Start of Block

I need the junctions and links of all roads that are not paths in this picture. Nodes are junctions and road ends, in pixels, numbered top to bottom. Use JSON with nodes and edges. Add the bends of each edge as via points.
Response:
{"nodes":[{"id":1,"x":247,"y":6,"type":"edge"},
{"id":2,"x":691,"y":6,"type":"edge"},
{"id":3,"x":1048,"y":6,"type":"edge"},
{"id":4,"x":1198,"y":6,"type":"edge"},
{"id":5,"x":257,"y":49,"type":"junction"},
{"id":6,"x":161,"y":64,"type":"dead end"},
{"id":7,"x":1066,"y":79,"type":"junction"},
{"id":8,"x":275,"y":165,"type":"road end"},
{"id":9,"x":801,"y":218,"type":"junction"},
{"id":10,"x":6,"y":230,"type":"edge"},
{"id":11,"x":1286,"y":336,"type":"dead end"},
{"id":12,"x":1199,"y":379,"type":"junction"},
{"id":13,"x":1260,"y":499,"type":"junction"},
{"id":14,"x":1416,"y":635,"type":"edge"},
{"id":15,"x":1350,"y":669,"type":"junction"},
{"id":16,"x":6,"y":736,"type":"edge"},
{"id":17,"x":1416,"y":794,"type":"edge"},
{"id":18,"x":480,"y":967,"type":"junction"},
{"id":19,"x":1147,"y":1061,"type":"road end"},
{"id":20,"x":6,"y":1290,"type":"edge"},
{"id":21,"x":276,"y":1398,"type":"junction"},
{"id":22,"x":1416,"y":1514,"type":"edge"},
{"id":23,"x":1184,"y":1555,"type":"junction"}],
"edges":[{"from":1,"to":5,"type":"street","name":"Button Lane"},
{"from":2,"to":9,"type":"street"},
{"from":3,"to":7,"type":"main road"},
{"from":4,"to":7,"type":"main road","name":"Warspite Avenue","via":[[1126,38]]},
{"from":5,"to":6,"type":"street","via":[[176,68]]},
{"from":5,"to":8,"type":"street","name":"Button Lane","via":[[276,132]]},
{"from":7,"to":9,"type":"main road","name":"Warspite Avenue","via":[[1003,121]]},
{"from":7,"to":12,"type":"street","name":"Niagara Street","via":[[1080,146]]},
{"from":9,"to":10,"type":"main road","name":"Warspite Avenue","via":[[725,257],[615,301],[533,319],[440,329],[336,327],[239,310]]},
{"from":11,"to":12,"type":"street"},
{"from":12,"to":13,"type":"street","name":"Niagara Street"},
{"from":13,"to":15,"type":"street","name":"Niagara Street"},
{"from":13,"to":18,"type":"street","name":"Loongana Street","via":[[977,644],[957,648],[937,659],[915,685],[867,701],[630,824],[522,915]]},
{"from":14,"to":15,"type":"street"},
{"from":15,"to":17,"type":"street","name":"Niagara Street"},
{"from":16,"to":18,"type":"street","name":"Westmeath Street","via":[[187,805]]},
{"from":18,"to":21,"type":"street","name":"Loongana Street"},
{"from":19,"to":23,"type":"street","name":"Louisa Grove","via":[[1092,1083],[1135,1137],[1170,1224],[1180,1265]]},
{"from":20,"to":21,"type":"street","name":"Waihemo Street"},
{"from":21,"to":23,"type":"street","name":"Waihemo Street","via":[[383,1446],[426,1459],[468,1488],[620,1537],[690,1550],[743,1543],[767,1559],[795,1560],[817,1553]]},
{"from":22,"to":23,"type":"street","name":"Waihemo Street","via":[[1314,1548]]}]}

End of Block

◆ Requirement ◆
Retype the material above, character for character.

◆ Result of the exercise ◆
I need the junctions and links of all roads that are not paths in this picture. Nodes are junctions and road ends, in pixels, numbered top to bottom. Use JSON with nodes and edges. Add the bends of each edge as via points.
Response:
{"nodes":[{"id":1,"x":247,"y":6,"type":"edge"},
{"id":2,"x":691,"y":6,"type":"edge"},
{"id":3,"x":1048,"y":6,"type":"edge"},
{"id":4,"x":1198,"y":6,"type":"edge"},
{"id":5,"x":257,"y":49,"type":"junction"},
{"id":6,"x":161,"y":64,"type":"dead end"},
{"id":7,"x":1066,"y":79,"type":"junction"},
{"id":8,"x":275,"y":165,"type":"road end"},
{"id":9,"x":801,"y":218,"type":"junction"},
{"id":10,"x":6,"y":230,"type":"edge"},
{"id":11,"x":1286,"y":336,"type":"dead end"},
{"id":12,"x":1199,"y":379,"type":"junction"},
{"id":13,"x":1260,"y":499,"type":"junction"},
{"id":14,"x":1416,"y":635,"type":"edge"},
{"id":15,"x":1350,"y":669,"type":"junction"},
{"id":16,"x":6,"y":736,"type":"edge"},
{"id":17,"x":1416,"y":794,"type":"edge"},
{"id":18,"x":480,"y":967,"type":"junction"},
{"id":19,"x":1147,"y":1061,"type":"road end"},
{"id":20,"x":6,"y":1290,"type":"edge"},
{"id":21,"x":276,"y":1398,"type":"junction"},
{"id":22,"x":1416,"y":1514,"type":"edge"},
{"id":23,"x":1184,"y":1555,"type":"junction"}],
"edges":[{"from":1,"to":5,"type":"street","name":"Button Lane"},
{"from":2,"to":9,"type":"street"},
{"from":3,"to":7,"type":"main road"},
{"from":4,"to":7,"type":"main road","name":"Warspite Avenue","via":[[1126,38]]},
{"from":5,"to":6,"type":"street","via":[[176,68]]},
{"from":5,"to":8,"type":"street","name":"Button Lane","via":[[276,132]]},
{"from":7,"to":9,"type":"main road","name":"Warspite Avenue","via":[[1003,121]]},
{"from":7,"to":12,"type":"street","name":"Niagara Street","via":[[1080,146]]},
{"from":9,"to":10,"type":"main road","name":"Warspite Avenue","via":[[725,257],[615,301],[533,319],[440,329],[336,327],[239,310]]},
{"from":11,"to":12,"type":"street"},
{"from":12,"to":13,"type":"street","name":"Niagara Street"},
{"from":13,"to":15,"type":"street","name":"Niagara Street"},
{"from":13,"to":18,"type":"street","name":"Loongana Street","via":[[977,644],[957,648],[937,659],[915,685],[867,701],[630,824],[522,915]]},
{"from":14,"to":15,"type":"street"},
{"from":15,"to":17,"type":"street","name":"Niagara Street"},
{"from":16,"to":18,"type":"street","name":"Westmeath Street","via":[[187,805]]},
{"from":18,"to":21,"type":"street","name":"Loongana Street"},
{"from":19,"to":23,"type":"street","name":"Louisa Grove","via":[[1092,1083],[1135,1137],[1170,1224],[1180,1265]]},
{"from":20,"to":21,"type":"street","name":"Waihemo Street"},
{"from":21,"to":23,"type":"street","name":"Waihemo Street","via":[[383,1446],[426,1459],[468,1488],[620,1537],[690,1550],[743,1543],[767,1559],[795,1560],[817,1553]]},
{"from":22,"to":23,"type":"street","name":"Waihemo Street","via":[[1314,1548]]}]}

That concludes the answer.